» **ASSIGNMENT**
Look through the data below and, wherever a line carries the word "dead", please copy that line.

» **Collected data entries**
● ● ●
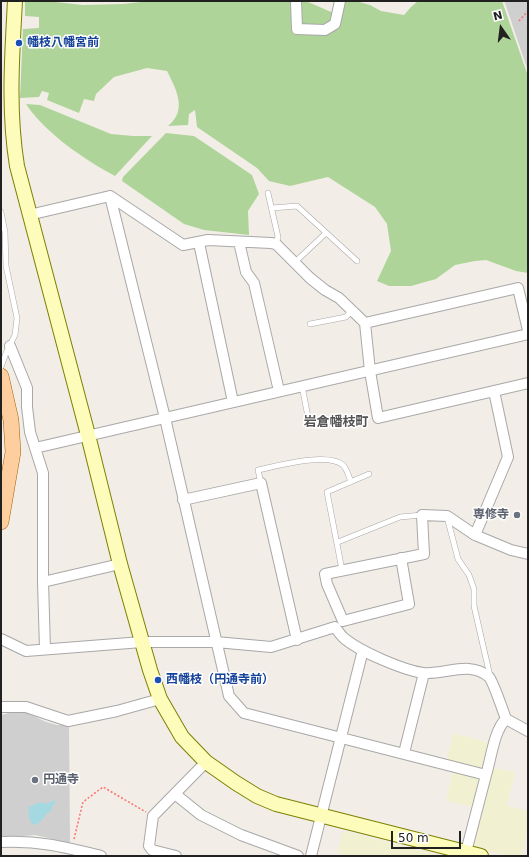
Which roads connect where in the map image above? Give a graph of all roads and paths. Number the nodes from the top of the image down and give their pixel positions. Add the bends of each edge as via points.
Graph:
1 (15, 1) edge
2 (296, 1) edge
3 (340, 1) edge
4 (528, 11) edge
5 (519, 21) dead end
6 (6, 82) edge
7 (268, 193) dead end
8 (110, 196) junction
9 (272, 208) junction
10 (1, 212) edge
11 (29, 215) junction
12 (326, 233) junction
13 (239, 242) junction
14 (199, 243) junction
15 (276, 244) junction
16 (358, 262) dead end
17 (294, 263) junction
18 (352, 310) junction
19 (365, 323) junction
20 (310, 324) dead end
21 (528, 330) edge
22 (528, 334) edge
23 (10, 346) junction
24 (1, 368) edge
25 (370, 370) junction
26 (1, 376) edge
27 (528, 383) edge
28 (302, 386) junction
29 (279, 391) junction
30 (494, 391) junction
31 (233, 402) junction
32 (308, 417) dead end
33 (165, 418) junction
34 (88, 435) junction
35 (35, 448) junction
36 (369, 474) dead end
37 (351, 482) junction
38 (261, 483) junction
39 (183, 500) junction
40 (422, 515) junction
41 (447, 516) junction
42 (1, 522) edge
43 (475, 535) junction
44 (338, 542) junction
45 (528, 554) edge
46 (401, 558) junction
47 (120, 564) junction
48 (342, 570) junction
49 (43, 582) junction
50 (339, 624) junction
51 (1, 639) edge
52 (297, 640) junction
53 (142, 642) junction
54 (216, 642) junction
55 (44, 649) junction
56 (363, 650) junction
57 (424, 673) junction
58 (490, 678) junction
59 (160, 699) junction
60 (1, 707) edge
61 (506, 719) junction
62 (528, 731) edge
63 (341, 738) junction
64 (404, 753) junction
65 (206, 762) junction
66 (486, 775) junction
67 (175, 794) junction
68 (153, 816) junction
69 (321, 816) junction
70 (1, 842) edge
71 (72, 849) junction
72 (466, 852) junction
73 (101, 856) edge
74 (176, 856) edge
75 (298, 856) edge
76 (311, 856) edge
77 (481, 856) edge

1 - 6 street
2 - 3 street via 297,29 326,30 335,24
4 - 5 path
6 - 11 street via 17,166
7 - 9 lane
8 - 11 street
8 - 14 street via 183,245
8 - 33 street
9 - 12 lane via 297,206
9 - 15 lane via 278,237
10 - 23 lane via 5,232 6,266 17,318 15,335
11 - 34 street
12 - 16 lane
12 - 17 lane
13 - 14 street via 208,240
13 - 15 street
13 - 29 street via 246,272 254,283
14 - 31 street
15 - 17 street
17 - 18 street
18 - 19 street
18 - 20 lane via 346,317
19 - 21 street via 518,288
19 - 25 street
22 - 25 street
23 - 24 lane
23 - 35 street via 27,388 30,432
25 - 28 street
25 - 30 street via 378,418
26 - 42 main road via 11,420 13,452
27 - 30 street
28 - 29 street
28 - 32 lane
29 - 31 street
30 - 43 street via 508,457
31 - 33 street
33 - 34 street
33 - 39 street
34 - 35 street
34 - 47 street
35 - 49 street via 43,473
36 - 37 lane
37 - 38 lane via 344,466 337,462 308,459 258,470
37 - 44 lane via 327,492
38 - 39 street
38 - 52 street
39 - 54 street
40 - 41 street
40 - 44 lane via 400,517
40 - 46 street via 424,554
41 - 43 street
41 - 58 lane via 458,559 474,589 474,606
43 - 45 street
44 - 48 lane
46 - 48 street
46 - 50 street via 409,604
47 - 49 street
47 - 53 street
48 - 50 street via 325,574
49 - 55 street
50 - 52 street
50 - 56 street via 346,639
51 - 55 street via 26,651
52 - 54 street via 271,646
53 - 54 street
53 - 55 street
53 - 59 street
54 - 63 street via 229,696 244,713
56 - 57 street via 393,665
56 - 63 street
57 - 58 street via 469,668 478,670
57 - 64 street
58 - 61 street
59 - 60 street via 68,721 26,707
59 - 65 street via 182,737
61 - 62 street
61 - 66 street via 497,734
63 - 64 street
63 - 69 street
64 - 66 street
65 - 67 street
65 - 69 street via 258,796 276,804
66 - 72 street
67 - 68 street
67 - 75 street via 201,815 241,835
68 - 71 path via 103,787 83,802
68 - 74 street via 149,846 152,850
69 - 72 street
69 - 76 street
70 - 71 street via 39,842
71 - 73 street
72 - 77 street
● ● ●
» **RESULT FOR THIS EXERCISE**
5 (519, 21) dead end
7 (268, 193) dead end
16 (358, 262) dead end
20 (310, 324) dead end
32 (308, 417) dead end
36 (369, 474) dead end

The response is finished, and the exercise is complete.